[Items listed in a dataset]
——————

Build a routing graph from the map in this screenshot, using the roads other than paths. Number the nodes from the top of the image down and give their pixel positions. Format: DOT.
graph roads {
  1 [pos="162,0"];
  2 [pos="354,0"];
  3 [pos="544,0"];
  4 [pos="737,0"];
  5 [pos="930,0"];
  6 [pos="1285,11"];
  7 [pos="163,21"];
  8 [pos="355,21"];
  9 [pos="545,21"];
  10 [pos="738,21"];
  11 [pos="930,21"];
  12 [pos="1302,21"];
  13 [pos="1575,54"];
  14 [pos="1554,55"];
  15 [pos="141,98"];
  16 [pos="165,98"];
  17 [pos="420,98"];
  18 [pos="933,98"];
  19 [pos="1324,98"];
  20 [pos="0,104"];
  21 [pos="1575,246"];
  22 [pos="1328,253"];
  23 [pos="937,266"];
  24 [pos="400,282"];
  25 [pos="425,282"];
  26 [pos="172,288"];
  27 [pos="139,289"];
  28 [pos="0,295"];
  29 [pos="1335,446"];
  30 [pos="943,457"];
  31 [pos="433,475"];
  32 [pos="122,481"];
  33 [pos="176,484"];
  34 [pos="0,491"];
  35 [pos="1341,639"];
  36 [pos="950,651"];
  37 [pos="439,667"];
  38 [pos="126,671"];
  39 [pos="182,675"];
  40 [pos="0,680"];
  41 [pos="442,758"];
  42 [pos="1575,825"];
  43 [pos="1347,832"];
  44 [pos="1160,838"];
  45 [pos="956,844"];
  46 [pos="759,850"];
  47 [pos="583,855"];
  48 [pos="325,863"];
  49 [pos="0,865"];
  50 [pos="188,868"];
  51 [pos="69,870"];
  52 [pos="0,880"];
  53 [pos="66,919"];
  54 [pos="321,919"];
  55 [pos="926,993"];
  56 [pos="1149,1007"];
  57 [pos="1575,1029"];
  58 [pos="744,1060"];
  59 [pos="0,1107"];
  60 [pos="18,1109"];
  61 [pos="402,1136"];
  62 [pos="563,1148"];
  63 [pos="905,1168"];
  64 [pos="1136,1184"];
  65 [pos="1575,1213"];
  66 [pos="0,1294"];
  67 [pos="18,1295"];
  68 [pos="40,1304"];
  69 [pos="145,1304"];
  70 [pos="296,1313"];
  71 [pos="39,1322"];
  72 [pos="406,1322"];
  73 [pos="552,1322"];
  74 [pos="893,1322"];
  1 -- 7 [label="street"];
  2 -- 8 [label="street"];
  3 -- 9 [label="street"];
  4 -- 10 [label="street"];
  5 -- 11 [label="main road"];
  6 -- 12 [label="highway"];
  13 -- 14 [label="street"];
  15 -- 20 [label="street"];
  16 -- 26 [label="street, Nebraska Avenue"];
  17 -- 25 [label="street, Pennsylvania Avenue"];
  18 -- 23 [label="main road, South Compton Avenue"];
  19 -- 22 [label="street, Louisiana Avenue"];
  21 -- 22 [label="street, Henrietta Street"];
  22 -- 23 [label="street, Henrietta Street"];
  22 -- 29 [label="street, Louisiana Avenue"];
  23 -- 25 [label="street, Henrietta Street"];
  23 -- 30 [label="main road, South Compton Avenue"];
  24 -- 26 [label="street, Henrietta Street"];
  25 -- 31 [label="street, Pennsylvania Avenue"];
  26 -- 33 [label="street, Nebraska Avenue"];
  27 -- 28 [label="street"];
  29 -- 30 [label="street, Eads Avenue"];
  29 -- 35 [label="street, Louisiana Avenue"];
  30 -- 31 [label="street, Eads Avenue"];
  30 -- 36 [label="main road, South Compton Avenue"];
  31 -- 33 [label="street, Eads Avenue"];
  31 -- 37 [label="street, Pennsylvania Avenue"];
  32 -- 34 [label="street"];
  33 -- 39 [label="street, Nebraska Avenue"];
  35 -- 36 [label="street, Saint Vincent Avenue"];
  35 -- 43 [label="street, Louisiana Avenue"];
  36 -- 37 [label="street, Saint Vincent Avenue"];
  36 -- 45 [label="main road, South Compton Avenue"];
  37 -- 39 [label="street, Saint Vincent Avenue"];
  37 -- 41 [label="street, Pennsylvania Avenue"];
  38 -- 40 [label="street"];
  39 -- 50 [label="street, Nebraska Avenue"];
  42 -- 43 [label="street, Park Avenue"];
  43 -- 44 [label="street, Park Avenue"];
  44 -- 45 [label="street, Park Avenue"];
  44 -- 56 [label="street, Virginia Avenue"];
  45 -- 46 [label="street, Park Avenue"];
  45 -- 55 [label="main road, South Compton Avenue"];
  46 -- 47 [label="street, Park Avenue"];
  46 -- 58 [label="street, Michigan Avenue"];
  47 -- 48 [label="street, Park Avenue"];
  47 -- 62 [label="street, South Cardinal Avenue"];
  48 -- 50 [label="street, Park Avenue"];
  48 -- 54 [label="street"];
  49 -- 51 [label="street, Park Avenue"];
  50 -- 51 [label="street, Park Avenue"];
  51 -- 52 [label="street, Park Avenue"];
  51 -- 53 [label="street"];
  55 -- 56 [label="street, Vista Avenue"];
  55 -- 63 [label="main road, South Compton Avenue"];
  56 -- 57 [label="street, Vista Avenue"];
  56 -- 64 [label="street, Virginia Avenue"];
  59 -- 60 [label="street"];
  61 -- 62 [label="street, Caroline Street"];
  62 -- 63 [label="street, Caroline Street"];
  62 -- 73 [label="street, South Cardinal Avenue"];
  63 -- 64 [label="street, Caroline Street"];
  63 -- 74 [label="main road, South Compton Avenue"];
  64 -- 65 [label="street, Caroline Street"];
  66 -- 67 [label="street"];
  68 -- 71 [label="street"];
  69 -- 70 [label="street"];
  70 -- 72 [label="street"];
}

——————

◆ **Task**
Output every entry word for word.

◆ **Exercise response**
Build a routing graph from the map in this screenshot, using the roads other than paths. Number the nodes from the top of the image down and give their pixel positions. Format: DOT.
graph roads {
  1 [pos="162,0"];
  2 [pos="354,0"];
  3 [pos="544,0"];
  4 [pos="737,0"];
  5 [pos="930,0"];
  6 [pos="1285,11"];
  7 [pos="163,21"];
  8 [pos="355,21"];
  9 [pos="545,21"];
  10 [pos="738,21"];
  11 [pos="930,21"];
  12 [pos="1302,21"];
  13 [pos="1575,54"];
  14 [pos="1554,55"];
  15 [pos="141,98"];
  16 [pos="165,98"];
  17 [pos="420,98"];
  18 [pos="933,98"];
  19 [pos="1324,98"];
  20 [pos="0,104"];
  21 [pos="1575,246"];
  22 [pos="1328,253"];
  23 [pos="937,266"];
  24 [pos="400,282"];
  25 [pos="425,282"];
  26 [pos="172,288"];
  27 [pos="139,289"];
  28 [pos="0,295"];
  29 [pos="1335,446"];
  30 [pos="943,457"];
  31 [pos="433,475"];
  32 [pos="122,481"];
  33 [pos="176,484"];
  34 [pos="0,491"];
  35 [pos="1341,639"];
  36 [pos="950,651"];
  37 [pos="439,667"];
  38 [pos="126,671"];
  39 [pos="182,675"];
  40 [pos="0,680"];
  41 [pos="442,758"];
  42 [pos="1575,825"];
  43 [pos="1347,832"];
  44 [pos="1160,838"];
  45 [pos="956,844"];
  46 [pos="759,850"];
  47 [pos="583,855"];
  48 [pos="325,863"];
  49 [pos="0,865"];
  50 [pos="188,868"];
  51 [pos="69,870"];
  52 [pos="0,880"];
  53 [pos="66,919"];
  54 [pos="321,919"];
  55 [pos="926,993"];
  56 [pos="1149,1007"];
  57 [pos="1575,1029"];
  58 [pos="744,1060"];
  59 [pos="0,1107"];
  60 [pos="18,1109"];
  61 [pos="402,1136"];
  62 [pos="563,1148"];
  63 [pos="905,1168"];
  64 [pos="1136,1184"];
  65 [pos="1575,1213"];
  66 [pos="0,1294"];
  67 [pos="18,1295"];
  68 [pos="40,1304"];
  69 [pos="145,1304"];
  70 [pos="296,1313"];
  71 [pos="39,1322"];
  72 [pos="406,1322"];
  73 [pos="552,1322"];
  74 [pos="893,1322"];
  1 -- 7 [label="street"];
  2 -- 8 [label="street"];
  3 -- 9 [label="street"];
  4 -- 10 [label="street"];
  5 -- 11 [label="main road"];
  6 -- 12 [label="highway"];
  13 -- 14 [label="street"];
  15 -- 20 [label="street"];
  16 -- 26 [label="street, Nebraska Avenue"];
  17 -- 25 [label="street, Pennsylvania Avenue"];
  18 -- 23 [label="main road, South Compton Avenue"];
  19 -- 22 [label="street, Louisiana Avenue"];
  21 -- 22 [label="street, Henrietta Street"];
  22 -- 23 [label="street, Henrietta Street"];
  22 -- 29 [label="street, Louisiana Avenue"];
  23 -- 25 [label="street, Henrietta Street"];
  23 -- 30 [label="main road, South Compton Avenue"];
  24 -- 26 [label="street, Henrietta Street"];
  25 -- 31 [label="street, Pennsylvania Avenue"];
  26 -- 33 [label="street, Nebraska Avenue"];
  27 -- 28 [label="street"];
  29 -- 30 [label="street, Eads Avenue"];
  29 -- 35 [label="street, Louisiana Avenue"];
  30 -- 31 [label="street, Eads Avenue"];
  30 -- 36 [label="main road, South Compton Avenue"];
  31 -- 33 [label="street, Eads Avenue"];
  31 -- 37 [label="street, Pennsylvania Avenue"];
  32 -- 34 [label="street"];
  33 -- 39 [label="street, Nebraska Avenue"];
  35 -- 36 [label="street, Saint Vincent Avenue"];
  35 -- 43 [label="street, Louisiana Avenue"];
  36 -- 37 [label="street, Saint Vincent Avenue"];
  36 -- 45 [label="main road, South Compton Avenue"];
  37 -- 39 [label="street, Saint Vincent Avenue"];
  37 -- 41 [label="street, Pennsylvania Avenue"];
  38 -- 40 [label="street"];
  39 -- 50 [label="street, Nebraska Avenue"];
  42 -- 43 [label="street, Park Avenue"];
  43 -- 44 [label="street, Park Avenue"];
  44 -- 45 [label="street, Park Avenue"];
  44 -- 56 [label="street, Virginia Avenue"];
  45 -- 46 [label="street, Park Avenue"];
  45 -- 55 [label="main road, South Compton Avenue"];
  46 -- 47 [label="street, Park Avenue"];
  46 -- 58 [label="street, Michigan Avenue"];
  47 -- 48 [label="street, Park Avenue"];
  47 -- 62 [label="street, South Cardinal Avenue"];
  48 -- 50 [label="street, Park Avenue"];
  48 -- 54 [label="street"];
  49 -- 51 [label="street, Park Avenue"];
  50 -- 51 [label="street, Park Avenue"];
  51 -- 52 [label="street, Park Avenue"];
  51 -- 53 [label="street"];
  55 -- 56 [label="street, Vista Avenue"];
  55 -- 63 [label="main road, South Compton Avenue"];
  56 -- 57 [label="street, Vista Avenue"];
  56 -- 64 [label="street, Virginia Avenue"];
  59 -- 60 [label="street"];
  61 -- 62 [label="street, Caroline Street"];
  62 -- 63 [label="street, Caroline Street"];
  62 -- 73 [label="street, South Cardinal Avenue"];
  63 -- 64 [label="street, Caroline Street"];
  63 -- 74 [label="main road, South Compton Avenue"];
  64 -- 65 [label="street, Caroline Street"];
  66 -- 67 [label="street"];
  68 -- 71 [label="street"];
  69 -- 70 [label="street"];
  70 -- 72 [label="street"];
}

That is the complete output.